String-valued tests and string entries inside tests[] are raw-case import shorthand. They are equivalent to include with type: tests and may point at raw case files, directories, or globs. Importing another eval suite must use object form with include: and type: suite.

Suite imports are resolved as a deterministic include graph. Circular type: suite imports fail validation with the import chain; raw-case shorthand does not recursively load suite runtime blocks.

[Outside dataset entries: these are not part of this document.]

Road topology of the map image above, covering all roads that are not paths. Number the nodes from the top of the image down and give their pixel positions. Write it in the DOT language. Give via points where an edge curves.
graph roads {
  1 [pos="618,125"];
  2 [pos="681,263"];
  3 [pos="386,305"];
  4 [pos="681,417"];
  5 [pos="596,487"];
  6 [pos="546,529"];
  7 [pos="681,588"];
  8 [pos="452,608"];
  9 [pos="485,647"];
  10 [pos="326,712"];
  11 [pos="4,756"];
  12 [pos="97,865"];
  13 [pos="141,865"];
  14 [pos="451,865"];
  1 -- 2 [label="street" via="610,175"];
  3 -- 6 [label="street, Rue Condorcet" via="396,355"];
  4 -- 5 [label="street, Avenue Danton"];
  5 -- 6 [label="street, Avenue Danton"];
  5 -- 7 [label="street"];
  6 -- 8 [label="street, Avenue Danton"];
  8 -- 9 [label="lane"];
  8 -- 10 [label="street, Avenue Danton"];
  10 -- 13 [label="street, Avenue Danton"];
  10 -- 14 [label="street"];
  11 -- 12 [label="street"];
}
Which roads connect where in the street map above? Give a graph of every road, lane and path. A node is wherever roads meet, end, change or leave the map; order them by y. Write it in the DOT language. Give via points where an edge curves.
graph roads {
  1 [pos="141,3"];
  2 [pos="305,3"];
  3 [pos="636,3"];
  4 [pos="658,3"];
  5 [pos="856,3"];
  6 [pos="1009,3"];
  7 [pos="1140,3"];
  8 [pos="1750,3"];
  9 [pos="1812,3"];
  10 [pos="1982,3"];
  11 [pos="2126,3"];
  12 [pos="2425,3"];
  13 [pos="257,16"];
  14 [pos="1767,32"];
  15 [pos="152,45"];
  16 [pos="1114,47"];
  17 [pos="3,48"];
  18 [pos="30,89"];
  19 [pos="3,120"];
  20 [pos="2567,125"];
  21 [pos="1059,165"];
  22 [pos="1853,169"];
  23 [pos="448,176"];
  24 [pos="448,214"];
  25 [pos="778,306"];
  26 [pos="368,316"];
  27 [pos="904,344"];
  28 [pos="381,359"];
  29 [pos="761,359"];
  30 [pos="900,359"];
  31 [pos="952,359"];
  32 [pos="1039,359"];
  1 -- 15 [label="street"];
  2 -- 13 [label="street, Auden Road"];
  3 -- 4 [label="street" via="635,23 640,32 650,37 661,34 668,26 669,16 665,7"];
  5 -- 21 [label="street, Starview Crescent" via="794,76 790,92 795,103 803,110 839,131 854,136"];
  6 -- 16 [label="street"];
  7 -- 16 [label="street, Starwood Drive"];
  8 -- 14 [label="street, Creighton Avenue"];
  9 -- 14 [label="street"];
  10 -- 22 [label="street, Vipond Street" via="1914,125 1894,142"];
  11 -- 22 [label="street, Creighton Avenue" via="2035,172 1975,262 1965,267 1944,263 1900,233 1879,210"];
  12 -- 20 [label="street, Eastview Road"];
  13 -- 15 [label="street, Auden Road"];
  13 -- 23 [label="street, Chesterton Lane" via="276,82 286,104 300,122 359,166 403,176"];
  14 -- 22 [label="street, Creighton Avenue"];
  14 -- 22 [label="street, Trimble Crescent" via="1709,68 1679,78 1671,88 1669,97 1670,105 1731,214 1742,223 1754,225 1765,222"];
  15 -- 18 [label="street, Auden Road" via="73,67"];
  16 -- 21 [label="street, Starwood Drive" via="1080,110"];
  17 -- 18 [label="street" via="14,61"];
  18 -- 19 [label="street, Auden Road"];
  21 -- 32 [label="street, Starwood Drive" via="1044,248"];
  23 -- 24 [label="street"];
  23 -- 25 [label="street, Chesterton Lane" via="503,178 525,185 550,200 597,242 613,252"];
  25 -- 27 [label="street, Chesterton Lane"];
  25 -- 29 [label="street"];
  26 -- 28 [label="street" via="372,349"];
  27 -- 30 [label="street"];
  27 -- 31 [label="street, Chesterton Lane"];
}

Imported suite rows keep their source suite metadata in index.jsonl. Use each row’s result_dir as the authoritative path to generated artifacts inside the run directory; do not infer layout from suite names.

Scoped Run Overrides

Use scoped run: blocks for result interpretation and scheduling policies that vary by include group or test case. Precedence is:

test.run > tests[].run > parent experiment > imported suite experiment defaults

experiment:
  target: agent
  threshold: 0.8
  repeat:
    count: 3
    strategy: pass_at_k

tests:
  - include: ./evals/flaky-agentic/**/*.eval.yaml
    type: suite
    select:
      tags: [agentic]
    run:
      repeat:
        count: 3
        strategy: pass_at_k

  - include: ./evals/regression/**/*.eval.yaml
    type: suite
    select:
      tags: [must-pass]
    run:
      threshold: 1.0
      repeat:
        count: 2
        strategy: pass_all

  - id: critical-case
    input: "..."
    criteria: Must pass exactly
    run:
      threshold: 1.0
      repeat:
        count: 1

Scoped run: supports threshold, repeat, timeout_seconds, and budget_usd. Candidate-changing fields such as target and targets stay parent-level under experiment:. Workspace mutation belongs in workspace.hooks, and runner-specific setup belongs in targets[].hooks.

Lifecycle Ownership

experiment: configures evaluation policy. It does not own commands that prepare files, dependencies, repos, or target-specific runner state.

Need	Put it in
Install dependencies, build the repo, seed files	`workspace.hooks.before_all`
Reset or apply per-case state	`workspace.hooks.before_each` / `workspace.hooks.after_each`
Configure an agent runner or provider variant	`targets[].hooks`
Choose targets, repeats, pass policy, budget, threshold	`experiment`

workspace:
  hooks:
    before_all:
      command: ["bash", "-lc", "bun install && bun run build"]

targets:
  - name: agent-with-skills
    provider: codex
    hooks:
      before_each:
        command: ["sh", "-c", "cp -R skills \"{{workspace_path}}/.codex/skills\""]

experiment:
  target: agent-with-skills
  repeat:
    count: 3
    strategy: pass_at_k

Repeat Runs

repeat supports the same core strategies as repeated attempts:

experiment:
  repeat:
    count: 3
    strategy: mean
    cost_limit_usd: 1.50

Supported strategies:

Strategy	Behavior
`pass_at_k`	Uses the best passing attempt; early-exits by default unless `early_exit: false` is set
`pass_all`	Uses the weakest attempt score, so every repeated attempt must meet the threshold
`mean`	Aggregates repeated attempt scores by mean
`confidence_interval`	Uses the lower bound of a 95% confidence interval as the conservative score

AgentV also accepts runs and early_exit under experiment: as shorthand for repeat-run policy:

experiment:
  runs: 4
  early_exit: true

Do not set both repeat and runs in the same runtime block.

Result Layout

Default eval runs write to:

.agentv/results/<eval-name>/<timestamp>/

Imported source suite metadata appears in index.jsonl rows and manifests. AgentV does not add a redundant suite directory when the result group is already the eval name.